- [YOUR OBJECTIVE]:
Could you filter the data below down to the lines that hold the word "الوادي"?

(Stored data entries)
BEGIN

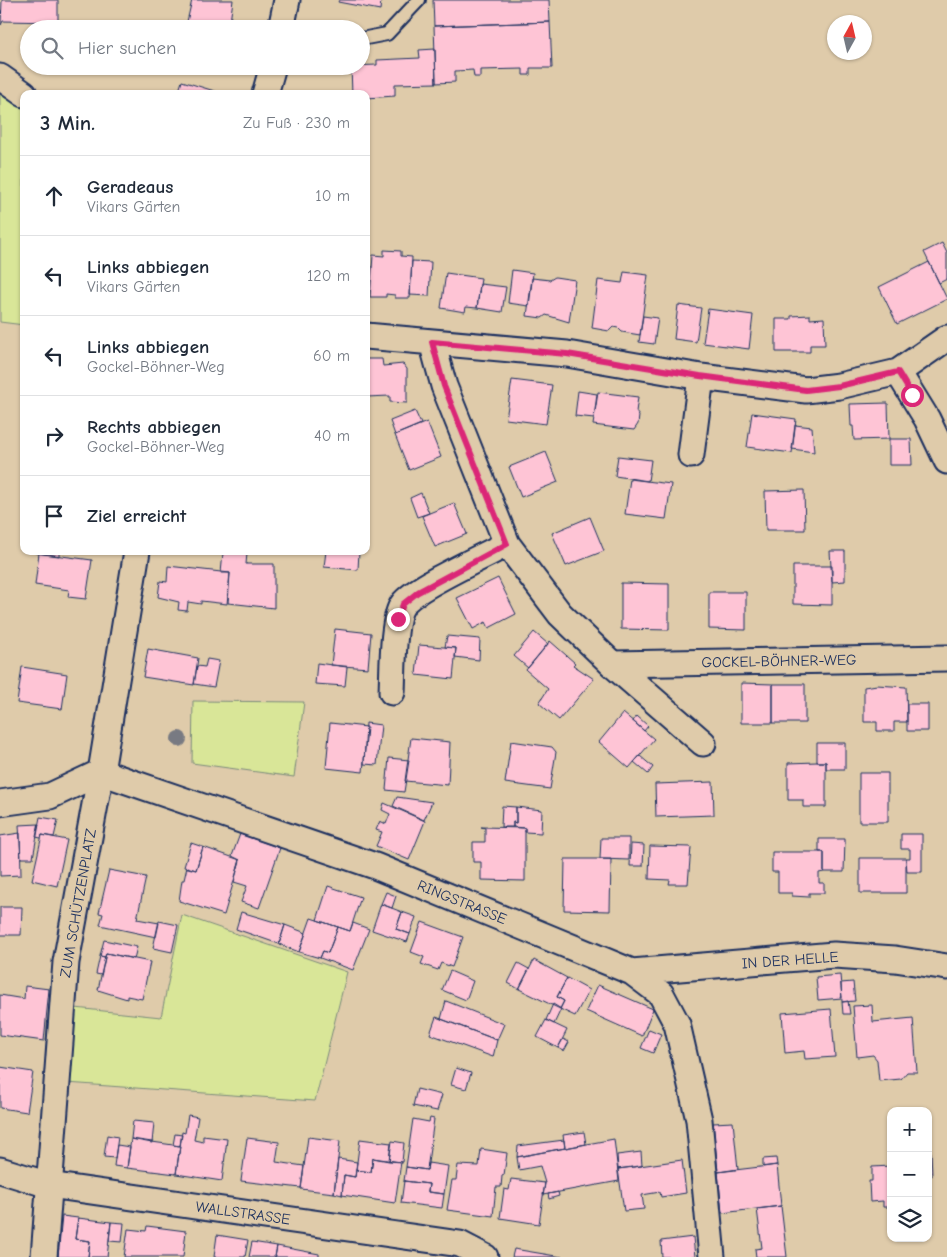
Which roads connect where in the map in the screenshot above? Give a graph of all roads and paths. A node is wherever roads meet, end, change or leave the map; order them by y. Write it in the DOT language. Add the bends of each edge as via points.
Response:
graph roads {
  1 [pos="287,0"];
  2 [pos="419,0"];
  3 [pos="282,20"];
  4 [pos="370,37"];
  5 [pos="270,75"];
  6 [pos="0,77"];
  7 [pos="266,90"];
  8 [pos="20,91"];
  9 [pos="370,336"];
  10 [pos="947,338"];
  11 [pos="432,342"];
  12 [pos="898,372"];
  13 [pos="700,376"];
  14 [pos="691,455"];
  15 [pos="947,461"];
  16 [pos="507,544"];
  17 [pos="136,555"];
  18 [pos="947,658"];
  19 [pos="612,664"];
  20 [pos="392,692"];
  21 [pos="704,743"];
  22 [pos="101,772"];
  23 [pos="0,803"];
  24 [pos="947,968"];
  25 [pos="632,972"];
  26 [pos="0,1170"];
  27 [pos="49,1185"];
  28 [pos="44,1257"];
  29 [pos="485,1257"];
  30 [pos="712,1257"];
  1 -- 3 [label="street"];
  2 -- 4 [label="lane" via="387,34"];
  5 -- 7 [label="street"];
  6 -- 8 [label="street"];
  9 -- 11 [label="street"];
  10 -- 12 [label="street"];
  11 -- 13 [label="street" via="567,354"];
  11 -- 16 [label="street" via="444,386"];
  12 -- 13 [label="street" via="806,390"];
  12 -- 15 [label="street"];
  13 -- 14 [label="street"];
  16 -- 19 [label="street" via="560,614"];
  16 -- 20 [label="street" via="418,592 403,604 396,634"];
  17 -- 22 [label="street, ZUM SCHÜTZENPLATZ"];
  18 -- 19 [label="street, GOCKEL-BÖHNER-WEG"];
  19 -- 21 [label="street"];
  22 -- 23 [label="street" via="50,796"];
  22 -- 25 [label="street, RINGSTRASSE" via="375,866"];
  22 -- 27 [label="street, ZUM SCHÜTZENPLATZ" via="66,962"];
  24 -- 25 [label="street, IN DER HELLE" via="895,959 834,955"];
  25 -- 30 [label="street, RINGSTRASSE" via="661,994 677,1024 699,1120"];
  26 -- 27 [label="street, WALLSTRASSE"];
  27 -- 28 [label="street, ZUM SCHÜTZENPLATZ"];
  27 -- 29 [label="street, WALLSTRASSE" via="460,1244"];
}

END
BEGIN

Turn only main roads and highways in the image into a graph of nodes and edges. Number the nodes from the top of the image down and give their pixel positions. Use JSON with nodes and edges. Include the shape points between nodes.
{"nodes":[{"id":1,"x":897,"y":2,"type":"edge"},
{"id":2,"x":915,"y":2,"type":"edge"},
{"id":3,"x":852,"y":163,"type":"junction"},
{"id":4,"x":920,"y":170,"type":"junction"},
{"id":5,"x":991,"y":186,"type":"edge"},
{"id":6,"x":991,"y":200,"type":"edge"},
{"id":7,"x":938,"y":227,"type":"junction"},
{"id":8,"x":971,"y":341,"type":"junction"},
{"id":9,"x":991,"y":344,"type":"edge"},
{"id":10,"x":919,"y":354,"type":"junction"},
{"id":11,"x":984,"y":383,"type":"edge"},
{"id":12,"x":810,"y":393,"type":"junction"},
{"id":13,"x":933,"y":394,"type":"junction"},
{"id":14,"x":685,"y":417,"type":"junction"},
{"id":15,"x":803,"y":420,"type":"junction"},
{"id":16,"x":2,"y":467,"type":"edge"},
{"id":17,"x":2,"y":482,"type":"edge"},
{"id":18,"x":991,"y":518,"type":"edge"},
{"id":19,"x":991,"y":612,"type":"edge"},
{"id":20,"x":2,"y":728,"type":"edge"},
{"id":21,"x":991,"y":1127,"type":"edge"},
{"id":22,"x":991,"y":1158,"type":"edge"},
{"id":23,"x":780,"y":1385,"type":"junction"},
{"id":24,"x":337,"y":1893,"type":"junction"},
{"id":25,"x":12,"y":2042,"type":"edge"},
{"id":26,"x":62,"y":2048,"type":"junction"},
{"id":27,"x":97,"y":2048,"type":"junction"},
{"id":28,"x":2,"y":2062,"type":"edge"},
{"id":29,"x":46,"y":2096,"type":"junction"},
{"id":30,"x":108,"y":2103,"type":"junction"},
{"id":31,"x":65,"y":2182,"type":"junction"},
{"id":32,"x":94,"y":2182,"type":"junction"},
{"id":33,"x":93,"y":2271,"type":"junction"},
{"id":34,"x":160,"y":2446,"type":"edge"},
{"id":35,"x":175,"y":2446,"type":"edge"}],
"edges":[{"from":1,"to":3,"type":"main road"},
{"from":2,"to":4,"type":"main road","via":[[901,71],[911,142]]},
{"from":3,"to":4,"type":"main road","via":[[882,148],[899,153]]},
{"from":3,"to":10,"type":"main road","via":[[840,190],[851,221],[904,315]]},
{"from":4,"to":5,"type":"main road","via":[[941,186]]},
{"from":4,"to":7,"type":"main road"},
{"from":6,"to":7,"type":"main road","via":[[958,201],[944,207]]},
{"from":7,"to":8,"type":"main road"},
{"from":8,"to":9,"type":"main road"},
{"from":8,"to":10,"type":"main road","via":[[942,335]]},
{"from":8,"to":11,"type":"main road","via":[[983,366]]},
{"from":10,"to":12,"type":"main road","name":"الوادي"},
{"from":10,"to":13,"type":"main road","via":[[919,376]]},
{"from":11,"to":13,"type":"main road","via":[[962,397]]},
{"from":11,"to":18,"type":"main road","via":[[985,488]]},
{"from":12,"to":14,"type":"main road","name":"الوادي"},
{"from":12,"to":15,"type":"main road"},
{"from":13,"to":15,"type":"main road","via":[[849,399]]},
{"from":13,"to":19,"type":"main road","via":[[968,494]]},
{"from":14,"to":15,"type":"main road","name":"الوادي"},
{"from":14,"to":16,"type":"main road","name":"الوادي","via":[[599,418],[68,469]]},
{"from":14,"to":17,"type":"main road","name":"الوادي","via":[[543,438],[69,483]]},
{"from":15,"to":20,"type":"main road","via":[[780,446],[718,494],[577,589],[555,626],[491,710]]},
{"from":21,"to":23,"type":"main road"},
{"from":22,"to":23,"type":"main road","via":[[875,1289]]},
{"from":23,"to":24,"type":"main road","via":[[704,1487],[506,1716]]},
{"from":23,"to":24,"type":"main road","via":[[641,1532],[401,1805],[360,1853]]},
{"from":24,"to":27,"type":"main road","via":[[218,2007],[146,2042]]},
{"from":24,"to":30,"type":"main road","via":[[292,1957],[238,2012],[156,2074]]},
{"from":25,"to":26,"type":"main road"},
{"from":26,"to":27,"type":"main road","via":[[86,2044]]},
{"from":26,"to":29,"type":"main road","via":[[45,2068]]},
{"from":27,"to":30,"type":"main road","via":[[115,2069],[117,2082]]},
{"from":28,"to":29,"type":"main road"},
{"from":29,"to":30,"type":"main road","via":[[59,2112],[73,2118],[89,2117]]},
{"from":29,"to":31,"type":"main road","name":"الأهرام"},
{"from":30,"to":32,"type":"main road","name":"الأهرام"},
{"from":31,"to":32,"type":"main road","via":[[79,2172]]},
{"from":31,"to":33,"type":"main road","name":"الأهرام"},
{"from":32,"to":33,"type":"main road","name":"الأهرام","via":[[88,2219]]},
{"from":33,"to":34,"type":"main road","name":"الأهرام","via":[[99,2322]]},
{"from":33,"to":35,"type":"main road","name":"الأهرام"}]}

END

- [WRITTEN RESPONSE]:
{"from":10,"to":12,"type":"main road","name":"الوادي"},
{"from":12,"to":14,"type":"main road","name":"الوادي"},
{"from":14,"to":15,"type":"main road","name":"الوادي"},
{"from":14,"to":16,"type":"main road","name":"الوادي","via":[[599,418],[68,469]]},
{"from":14,"to":17,"type":"main road","name":"الوادي","via":[[543,438],[69,483]]},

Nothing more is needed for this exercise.